What is being asked :: Leaving the pictures aside, transcribe the data below exactly.

[Pose estimation data]
Start of Block

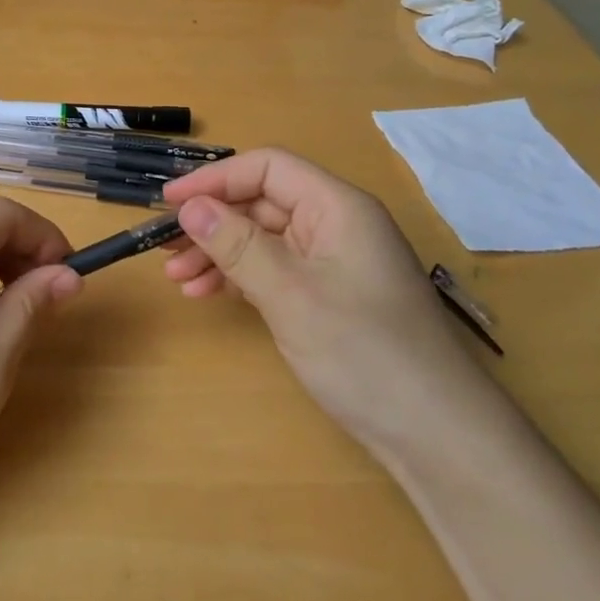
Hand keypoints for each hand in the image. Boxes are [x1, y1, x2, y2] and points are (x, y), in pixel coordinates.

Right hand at [161, 149, 476, 442]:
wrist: (435, 432)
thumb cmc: (364, 351)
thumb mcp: (290, 294)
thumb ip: (237, 245)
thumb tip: (189, 206)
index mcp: (337, 207)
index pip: (267, 168)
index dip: (215, 179)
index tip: (169, 203)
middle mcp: (336, 225)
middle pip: (262, 203)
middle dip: (212, 222)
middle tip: (164, 248)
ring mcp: (333, 262)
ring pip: (263, 239)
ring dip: (219, 253)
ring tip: (177, 278)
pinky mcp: (329, 296)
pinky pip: (274, 270)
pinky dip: (240, 278)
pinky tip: (207, 293)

End of Block

Exercise result ::
Hand keypoints for each hand in the image. Boxes are [x1, y1, x2, y2] and points are (x, y), in pixel coordinates.

Right hand at [161, 149, 476, 442]:
wrist: (435, 432)
thumb cmc: (364, 351)
thumb mcp: (290, 294)
thumb ip: (237, 245)
thumb tip: (189, 206)
index mcp: (337, 207)
index pip: (267, 168)
index dip: (215, 179)
index tip: (169, 203)
middle mcp: (336, 225)
middle pip: (262, 203)
middle dip: (212, 222)
middle tip: (164, 248)
ring mcp: (333, 262)
ring pip: (263, 239)
ring dip: (219, 253)
ring tip: (177, 278)
pinky mcp: (329, 296)
pinky pip: (274, 270)
pinky dip: (240, 278)
pinky tip: (207, 293)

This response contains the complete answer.